Agnes, instructor in Liberia

This process is in its infancy in Liberia and Cameroon.  Jarlath has put together a draft form which gathers information about skills and confidence decay, provides a method of assessing someone’s on-going competence and allows a structure for peer mentoring.  We are not quite sure how this will work in the field but will be rolling it out over the next few years in Cameroon while we work out how to help support local instructors in the long term.

Click here for a preview.

 

Breastfeeding workshop

The Neonatal Care Course (NCC) is an educationally robust product.  We teach about the four main areas that the World Health Organisation identifies as contributing maximally to neonatal mortality rates: resuscitation at birth, early breast-feeding, keeping babies warm and early recognition and management of sepsis.  https://www.who.int/maternal_child_adolescent/topics/newborn/enap_consultation/en/).  Our feedback forms show increased confidence of learners in all 4 of these areas. Increased clinical confidence correlates with increased performance over time.

Here is Grace, a one time NCC learner and now in-country NICHE champion and convener of their own independent NCCs, delivering a workshop on breastfeeding to local midwives.  This is what empowerment of local health professionals does.  This is our legacy and we are proud of it and very grateful to all who donate time, money and expertise to our charity.

Cameroon Instructor Development Days

We have been busy putting together suitable programmes for our on-going development and support of the local instructors in both Cameroon and Liberia.  We have been asked by Grace and her team in Cameroon to return there once a year for the next 3 years to take them from Step 8 of the “10-steps to sustainability” plan to Step 10 (where they can train their own instructors).  We are actively fundraising for this project at the moment if anyone wants to help out – https://www.nicheinternational.org.uk/ways-to-donate/.

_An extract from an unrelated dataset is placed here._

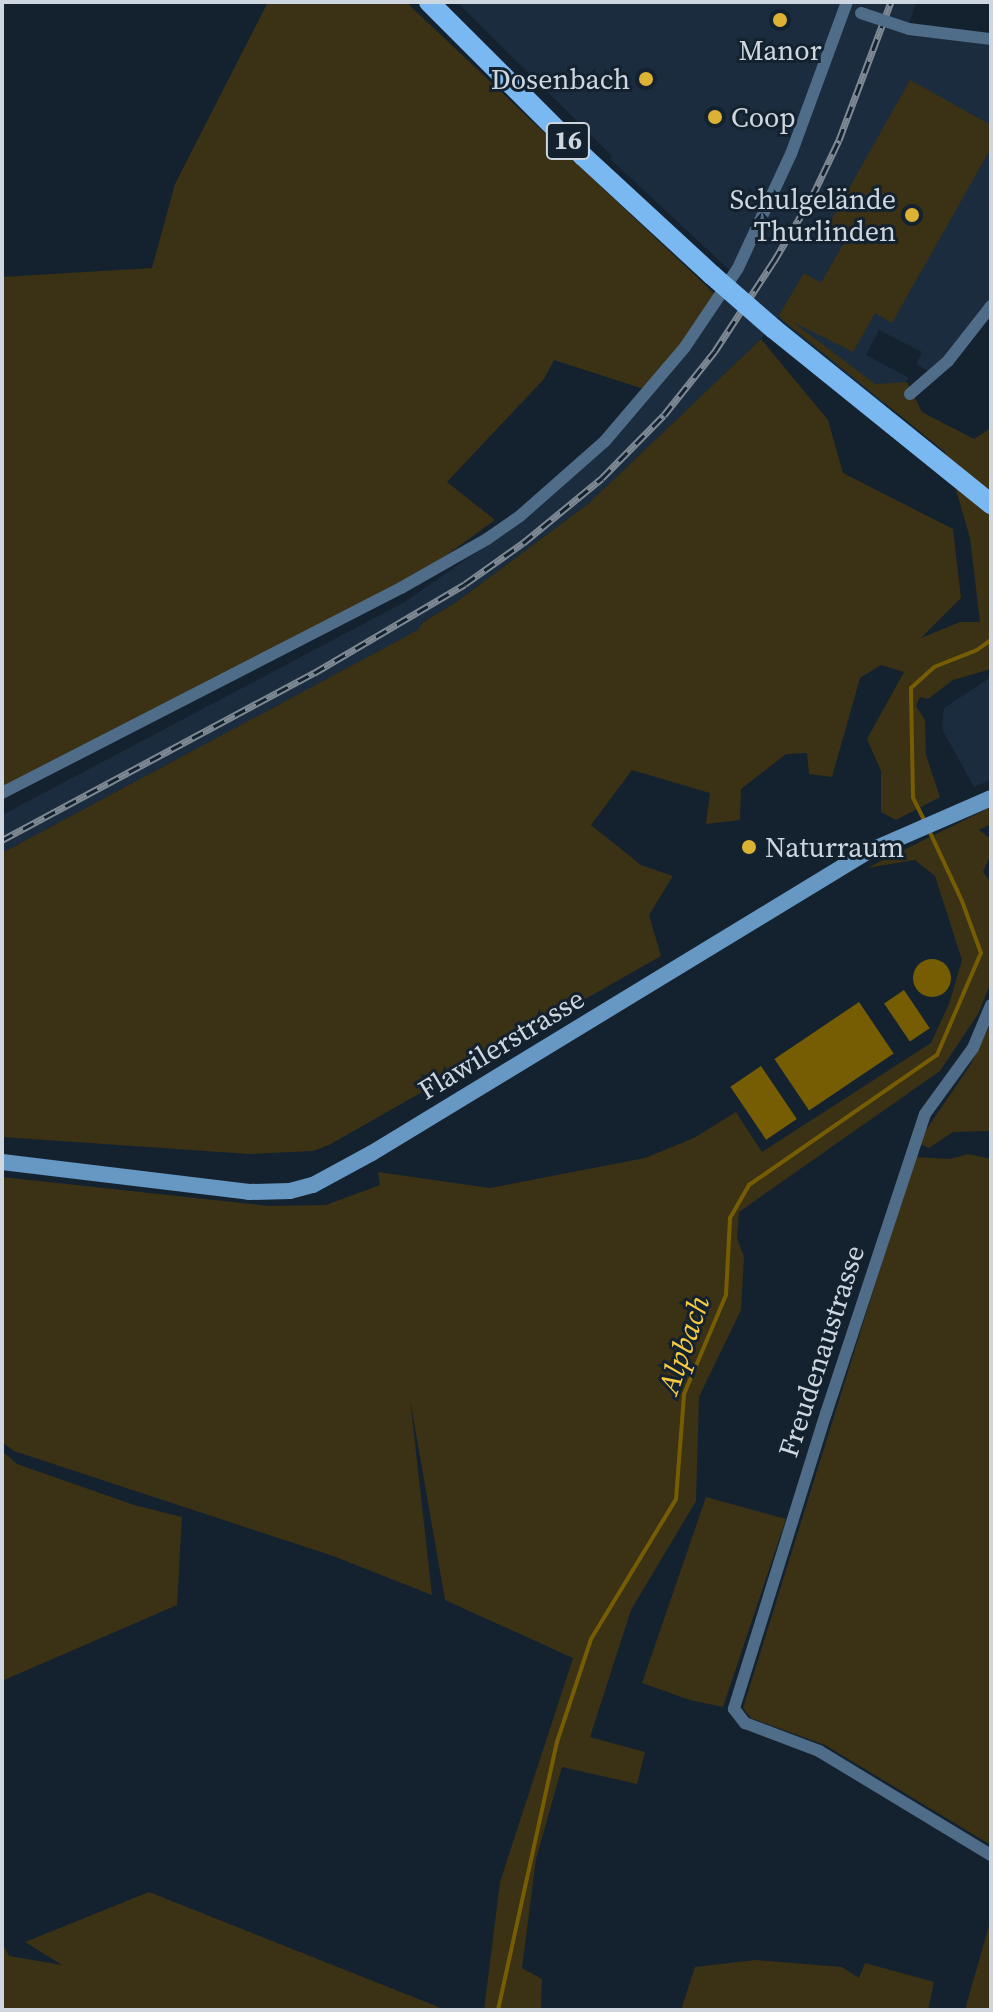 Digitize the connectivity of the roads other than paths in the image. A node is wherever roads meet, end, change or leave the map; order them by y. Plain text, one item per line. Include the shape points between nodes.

We have begun to put together a tentative programme for a 2-day instructor development course, termed CIDD, which will be delivered in-country to ensure instructors are up to date in both the content and delivery of their provider course, the Neonatal Care Course (NCC), and to furnish them with the skills needed to keep themselves developing professionally after 2023.

Click here for a preview.

Independent Neonatal Care Course

Midwives in Bamenda this week (North West region of Cameroon) learning how to tie a “Kalafong” wrap for skin-to-skin mother care as part of their 2 day Neonatal Care Course.  22 learners with 100% pass rate in a town which is at the centre of the current sociopolitical unrest in Cameroon and to which UK instructors are no longer allowed to travel.  Hats off to Grace and her team for running their first independent course and thanks to our partners, the Cameroon Baptist Convention Health Services, for their support and encouragement.